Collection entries
◇ ◇ ◇ ◇ ◇

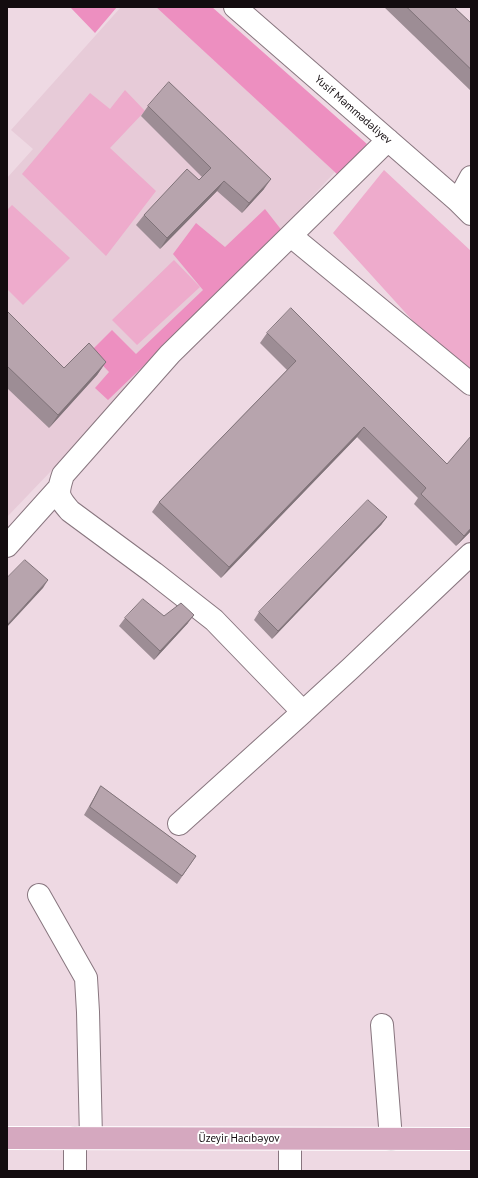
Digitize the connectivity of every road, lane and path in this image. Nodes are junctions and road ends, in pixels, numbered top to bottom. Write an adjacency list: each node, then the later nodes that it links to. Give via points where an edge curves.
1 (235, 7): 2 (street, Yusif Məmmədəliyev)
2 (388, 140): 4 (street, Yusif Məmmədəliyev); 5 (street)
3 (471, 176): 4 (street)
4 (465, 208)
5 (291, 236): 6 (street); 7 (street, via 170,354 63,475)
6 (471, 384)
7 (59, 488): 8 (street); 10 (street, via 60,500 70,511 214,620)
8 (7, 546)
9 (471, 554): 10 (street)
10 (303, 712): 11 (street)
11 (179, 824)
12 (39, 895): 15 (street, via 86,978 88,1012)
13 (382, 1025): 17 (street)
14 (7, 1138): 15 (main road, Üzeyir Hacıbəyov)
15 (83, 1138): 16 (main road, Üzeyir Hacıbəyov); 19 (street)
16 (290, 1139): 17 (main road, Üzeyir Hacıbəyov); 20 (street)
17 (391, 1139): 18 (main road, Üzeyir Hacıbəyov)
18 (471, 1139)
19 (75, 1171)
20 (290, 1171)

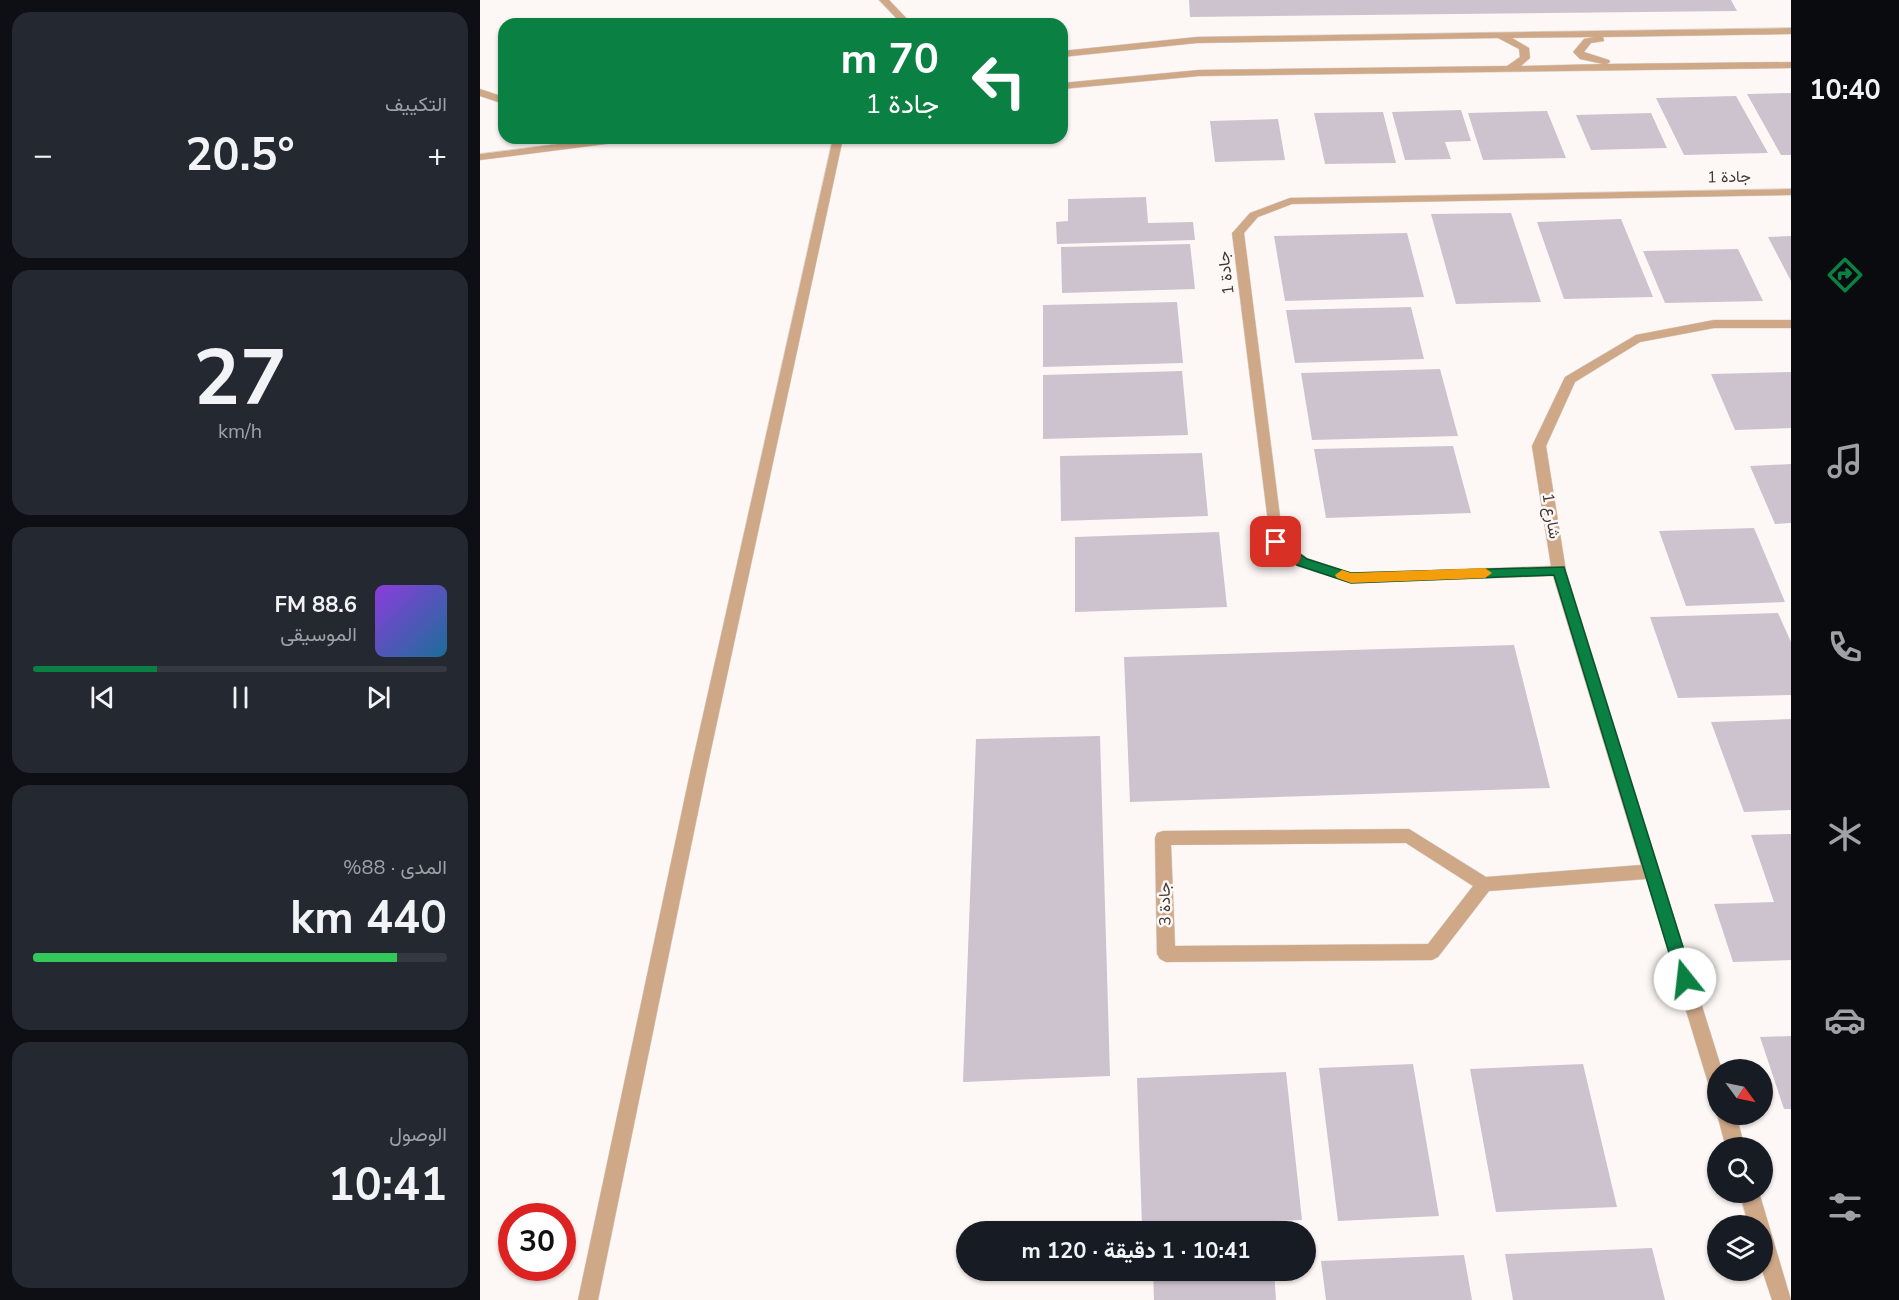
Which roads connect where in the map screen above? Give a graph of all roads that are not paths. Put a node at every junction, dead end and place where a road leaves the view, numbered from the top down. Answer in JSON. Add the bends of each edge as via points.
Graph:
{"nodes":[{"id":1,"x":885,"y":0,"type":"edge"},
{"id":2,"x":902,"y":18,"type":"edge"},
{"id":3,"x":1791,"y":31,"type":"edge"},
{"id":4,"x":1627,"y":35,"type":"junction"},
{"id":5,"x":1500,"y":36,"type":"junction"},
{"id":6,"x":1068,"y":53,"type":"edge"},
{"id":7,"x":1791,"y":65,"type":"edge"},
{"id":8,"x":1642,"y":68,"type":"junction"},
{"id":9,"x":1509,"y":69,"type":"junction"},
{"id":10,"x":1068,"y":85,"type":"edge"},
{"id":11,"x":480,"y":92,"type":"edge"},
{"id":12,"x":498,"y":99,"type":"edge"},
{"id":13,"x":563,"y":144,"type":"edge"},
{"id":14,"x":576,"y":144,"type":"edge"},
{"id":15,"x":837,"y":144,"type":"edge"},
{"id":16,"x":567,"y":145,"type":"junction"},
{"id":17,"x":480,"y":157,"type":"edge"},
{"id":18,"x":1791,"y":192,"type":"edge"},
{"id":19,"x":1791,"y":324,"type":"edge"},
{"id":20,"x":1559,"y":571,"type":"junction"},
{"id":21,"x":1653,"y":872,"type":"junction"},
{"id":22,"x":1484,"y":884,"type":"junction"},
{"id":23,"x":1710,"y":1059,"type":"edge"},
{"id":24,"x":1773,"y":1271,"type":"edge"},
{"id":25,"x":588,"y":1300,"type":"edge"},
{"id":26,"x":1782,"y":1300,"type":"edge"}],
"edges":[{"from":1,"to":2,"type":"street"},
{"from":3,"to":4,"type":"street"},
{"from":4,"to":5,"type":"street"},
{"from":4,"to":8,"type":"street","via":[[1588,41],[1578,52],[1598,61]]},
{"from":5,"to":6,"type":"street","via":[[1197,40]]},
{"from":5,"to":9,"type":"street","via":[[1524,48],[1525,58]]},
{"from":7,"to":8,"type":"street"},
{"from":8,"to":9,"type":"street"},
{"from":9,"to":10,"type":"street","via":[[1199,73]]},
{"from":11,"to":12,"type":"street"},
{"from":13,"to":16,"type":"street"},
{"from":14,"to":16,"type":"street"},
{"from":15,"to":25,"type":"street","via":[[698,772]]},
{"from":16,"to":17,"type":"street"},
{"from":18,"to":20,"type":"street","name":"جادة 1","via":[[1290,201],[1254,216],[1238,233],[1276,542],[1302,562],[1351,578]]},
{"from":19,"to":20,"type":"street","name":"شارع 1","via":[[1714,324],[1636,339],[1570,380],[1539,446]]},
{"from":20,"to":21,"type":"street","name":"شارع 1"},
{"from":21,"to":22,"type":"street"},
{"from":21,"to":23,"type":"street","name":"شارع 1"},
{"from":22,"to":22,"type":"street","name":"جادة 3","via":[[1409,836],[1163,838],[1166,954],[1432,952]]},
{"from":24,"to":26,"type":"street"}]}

◇ ◇ ◇ ◇ ◇

> Exercise aim
The expected output is every line of the records in which the string "Üzeyir" appears.

> Exercise response
14 (7, 1138): 15 (main road, Üzeyir Hacıbəyov)
15 (83, 1138): 16 (main road, Üzeyir Hacıbəyov); 19 (street)
16 (290, 1139): 17 (main road, Üzeyir Hacıbəyov); 20 (street)
17 (391, 1139): 18 (main road, Üzeyir Hacıbəyov)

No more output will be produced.